After this first selective day, two easier legs come: stage eight (Francavilla at Mare to the seaside town of Termoli over 147 km.) and nine (Termoli to another Adriatic sea place, the Apulian town of Peschici, over 190 kms. It's the southernomst stage in a Giro not paying proper tribute to the South of Italy this time) should be good for the - presumably many - sprinters left to make further additions to their tallies. Then it will be time for the second rest/transfer day (happening to be Wednesday, May 17th), and for everyone to move to Tuscany and get ready for the second, tougher half of the race.
That will start with a crucial stage: an Individual TT of 50 km., both kicking off and finishing at Pontedera near Pisa, and taking the cumulative distance against the clock up to more than a hundred kilometres. Tuscany hosts such a challenge for the second time running, after the 2005 Florence ITT won by Zabriskie. Will the riding machine from Utah be there and stamp his authority on the race the way he did twelve months earlier? Or shall he save his legs for helping his Italian team leader, as well as go for some well-earned personal glory, at Le Tour? And how about defending champion Paolo Savoldelli giving one more display of his mettle and TTing power?
Everything the mountain goats are supposed to do in Pontedera-land is limit their losses. But the time for those guys to storm into spotlight is about to come. Perhaps not on Friday, May 19, the day of a 165-km stage into the Ligurian seaside town of Sestri Levante, a few miles east of Genoa: that should be another one for the Petacchis (Alessandro is the regional de l'etape as he's from the Liguria city of La Spezia) in this case and McEwens around, though the Passo del Bocco ascent coming not far from the line might help a breakaway with some stage-hunters succeed.

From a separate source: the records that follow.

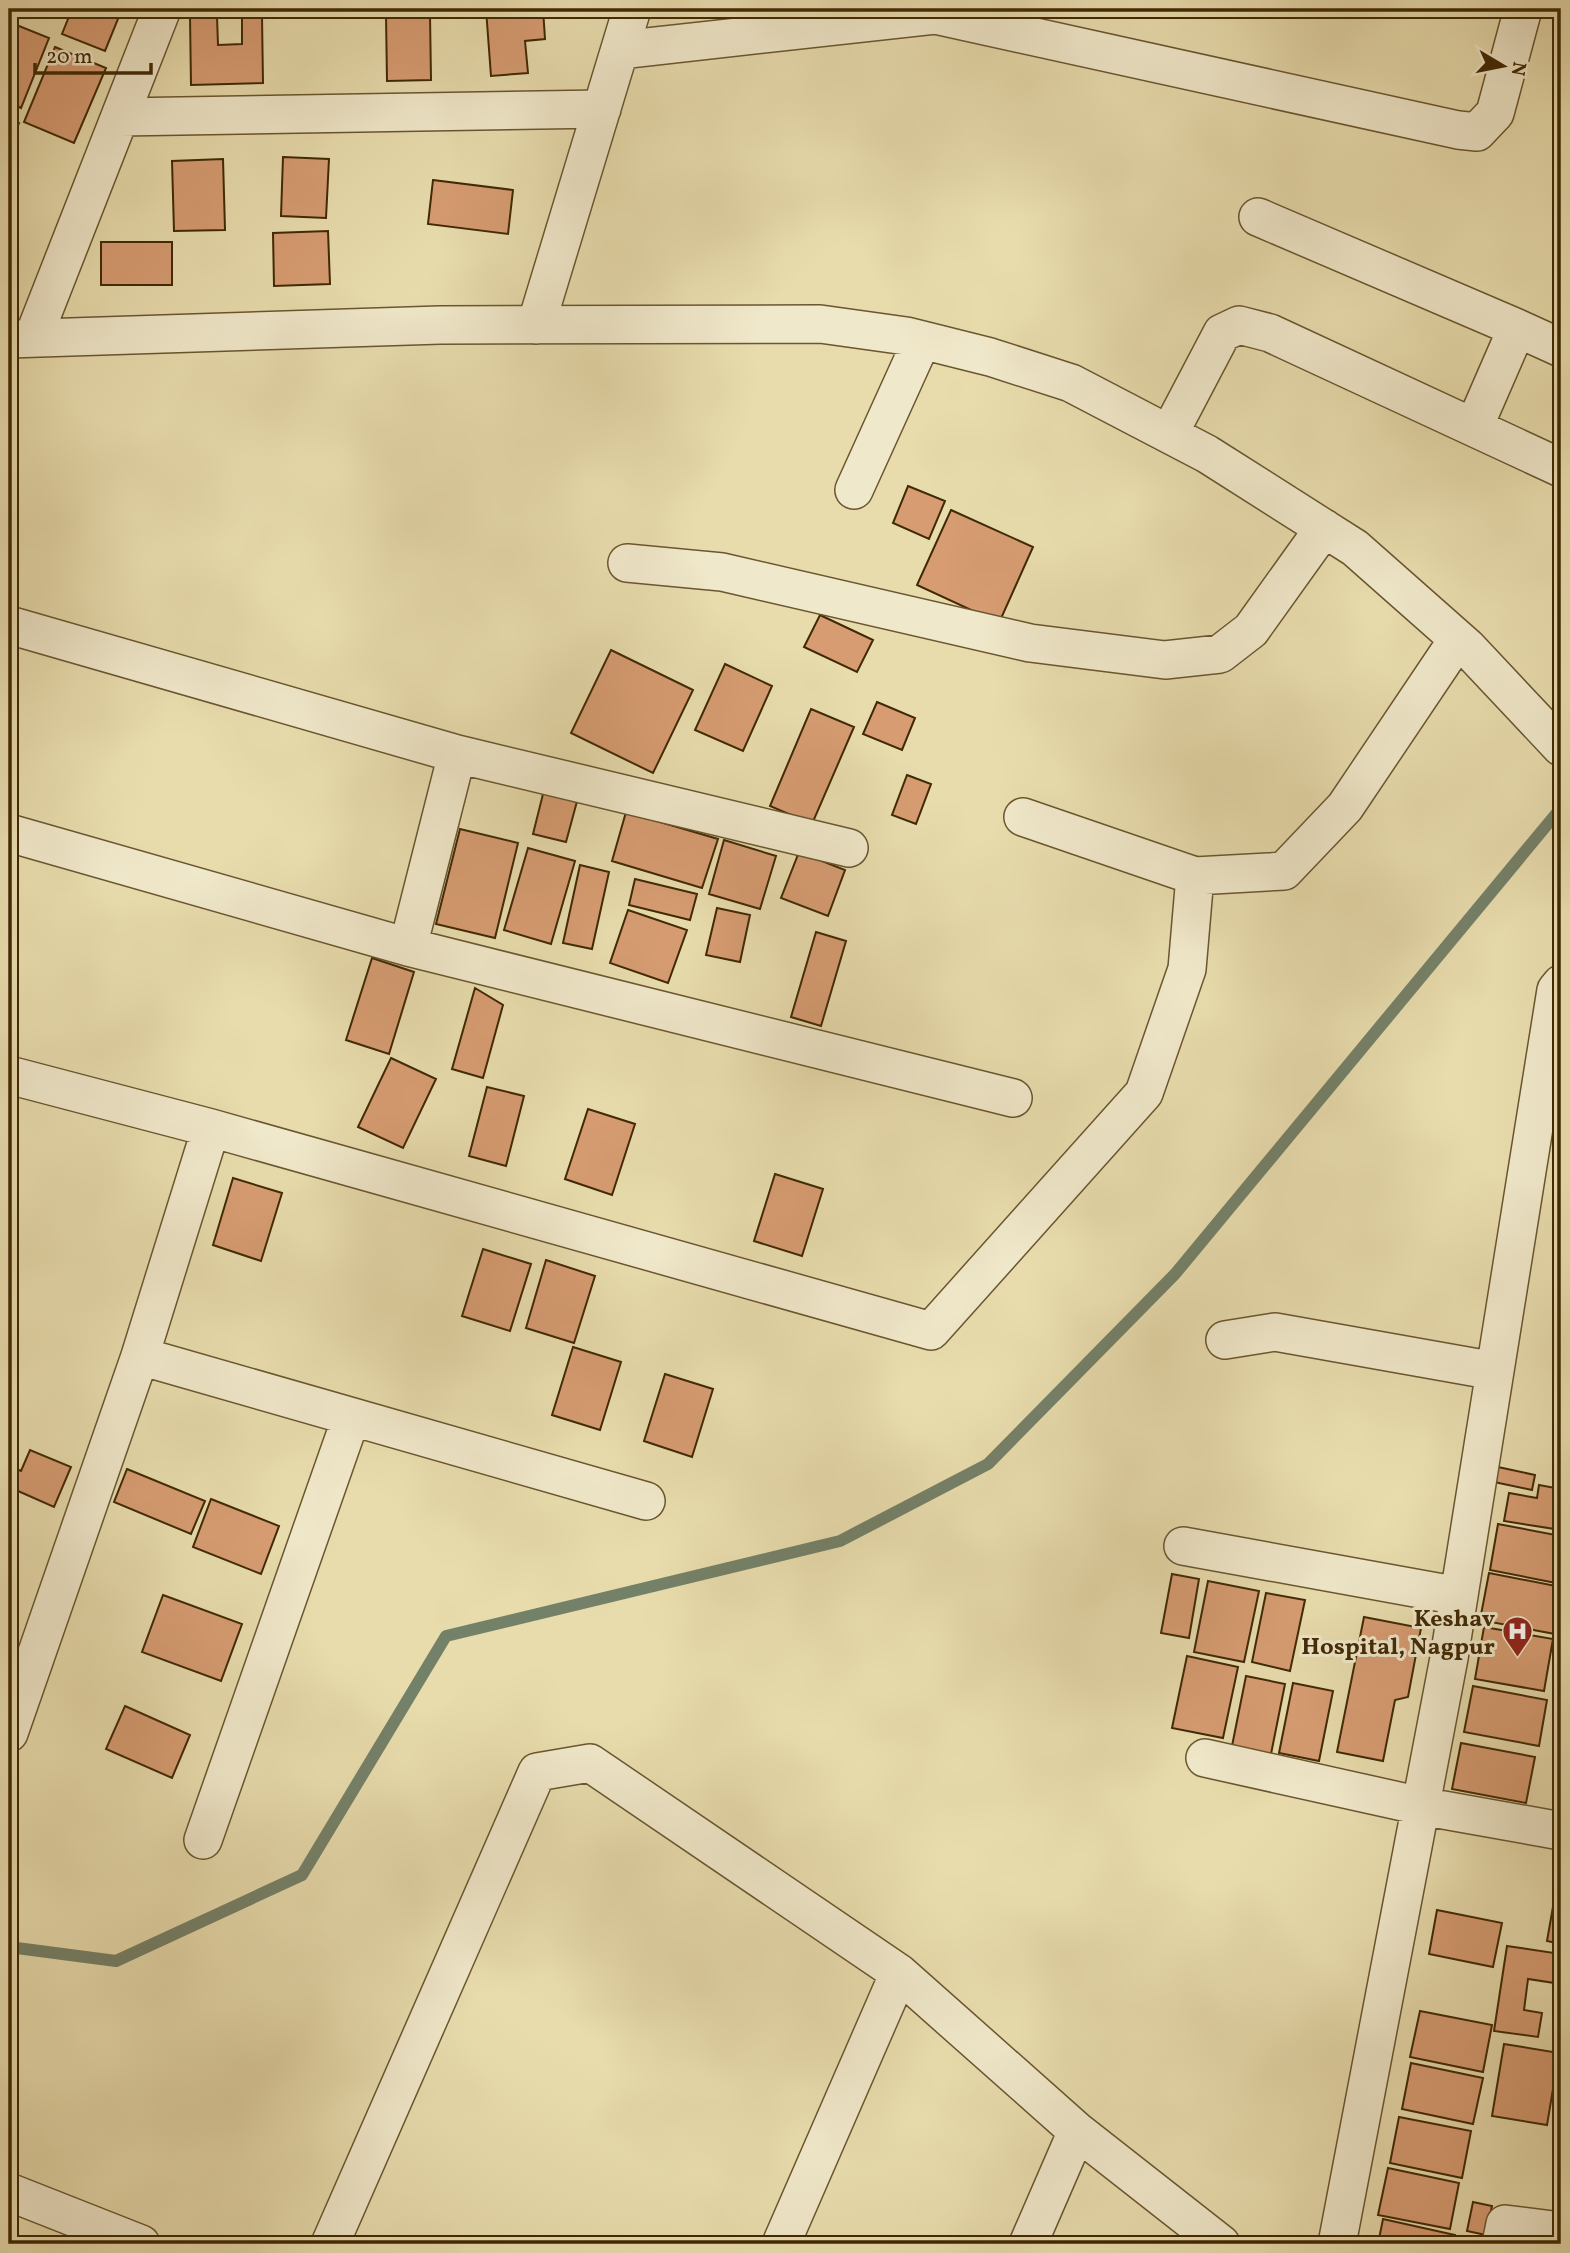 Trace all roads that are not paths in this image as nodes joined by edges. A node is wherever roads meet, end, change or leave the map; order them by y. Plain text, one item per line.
1 (163, 9) edge
2 (632, 9) edge
3 (1523, 9) edge
4 (936, 12) edge
5 (620, 50) junction
6 (602, 109) junction
7 (120, 117) junction
8 (1258, 217) dead end
9 (536, 325) junction
10 (1517, 328) junction
11 (21, 338) edge
12 (922, 340) junction
13 (1561, 348) edge
14 (1474, 427) junction
15 (1169, 434) junction
16 (1561, 468) edge
17 (854, 490) dead end
18 (1324, 528) junction
19 (627, 563) dead end
20 (9, 625) edge
21 (1458, 639) junction
22 (1561, 747) edge
23 (457, 754) junction
24 (1023, 817) dead end
25 (9, 833) edge
26 (849, 848) dead end
27 (1195, 876) junction
28 (408, 947) junction
29 (1561, 984) edge
30 (9, 1075) edge
31 (1013, 1098) dead end
32 (211, 1128) junction
33 (1225, 1340) dead end
34 (140, 1356) junction
35 (1495, 1371) junction
36 (351, 1418) junction
37 (646, 1501) dead end
38 (1182, 1546) dead end
39 (1459, 1596) junction
40 (9, 1733) edge
41 (1205, 1758) dead end
42 (1421, 1806) junction
43 (1561, 1831) edge
44 (203, 1840) dead end
45 (899, 1973) junction
46 (1077, 2131) junction
47 (9, 2192) edge
48 (1561, 2231) edge
49 (141, 2244) edge
50 (330, 2244) edge
51 (780, 2244) edge
52 (1028, 2244) edge
53 (1221, 2244) edge
54 (1336, 2244) edge
55 (1501, 2244) edge

1 - 7 street
2 - 5 street
3 - 4 street
4 - 5 street
5 - 6 street
6 - 7 street
6 - 9 street
7 - 11 street
8 - 10 street
9 - 11 street
9 - 12 street
10 - 13 street
10 - 14 street
12 - 15 street
12 - 17 street
14 - 15 street
14 - 16 street
15 - 18 street
18 - 19 street
18 - 21 street
20 - 23 street
21 - 22 street
21 - 27 street
23 - 26 street
23 - 28 street
24 - 27 street
25 - 28 street
27 - 32 street
28 - 31 street
29 - 35 street
30 - 32 street
32 - 34 street
33 - 35 street
34 - 36 street
34 - 40 street
35 - 39 street
36 - 37 street
36 - 44 street
38 - 39 street
39 - 42 street
41 - 42 street
42 - 43 street
42 - 54 street
45 - 46 street
45 - 50 street
45 - 51 street
46 - 52 street
46 - 53 street
47 - 49 street
48 - 55 street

But certainly on the third and penultimate Saturday of racing on Giro roads, as the Corsa Rosa makes it back to the nation's north-western corner, the bilingual (Italian and French, though a Germanish dialect called Walser is also spoken in some remote areas there) mountainland called Valle d'Aosta (Aosta Valley). It's the 216-km. ride from Alessandria - the home province of Fausto Coppi, Costante Girardengo and other Italian cycling legends of the past - to La Thuile, via the undulating roads of Piedmont, and the Colle San Carlo as main difficulty. The Girini cross the border into Switzerland, and later get back to Italy's Piedmont region, the next day, Sunday May 21, while taking on stage 13, from Aosta to Domodossola. Long, but not excessively though climbs are on the menu today.
Perfectly living up to Giro d'Italia traditions, the going gets tougher as we step into the final week. Well, not the very first day of the week as, in a further hommage to tradition, sprinters and/or riders aiming for some daily glory will be given a last-before-Milano chance after taking the start at the Piedmontese lakeside town of Mergozzo and winding through the Lombard flatlands before making it to the (stage) end in Lombardia's second main city Brescia.
But Tuesday, May 23, will be the opening day of the 2006 Mountain Men Festival. Part One (or stage 15 if you prefer) is a 206-km. effort from the Brescia area town of Rovato - where both cycling and rugby are very popular sports, to Trento, with the Monte Bondone, coming not far from the line, as main difficulty. Similarly to the Blockahus, the Bondone has not been a frequent protagonist of the Giro history, but when it had to rock the race, it certainly did, and as a result it can keep memories of epic battles dating back to ancient editions of Italy's Grand Tour. I'm referring in particular to a stage held in early June 1956, in a Dantesque scenario featuring a temperatures going down to 10°C below zero, a snowstorm on the road, and the climb coming as the last of five ascents. And also featuring a showdown by the Luxembourgian Charlie "Ange De La Montagne" Gaul, arguably the best climber of all time, who wrote an epic page in the history books of this race, as well as the book of his own legend, as he dominated the 240-km. ride (which started at Meran) and captured the Maglia Rosa, blowing the field apart while his chief rival Fiorenzo Magni got to the line (with a broken shoulder) more than a dozen minutes behind, and half of the peloton gave up the fight and pulled out of the race. We're not going to see another stage like that (and thankfully so) these days, but still the parcours would make for a helluva battle in the 2006 Giro too.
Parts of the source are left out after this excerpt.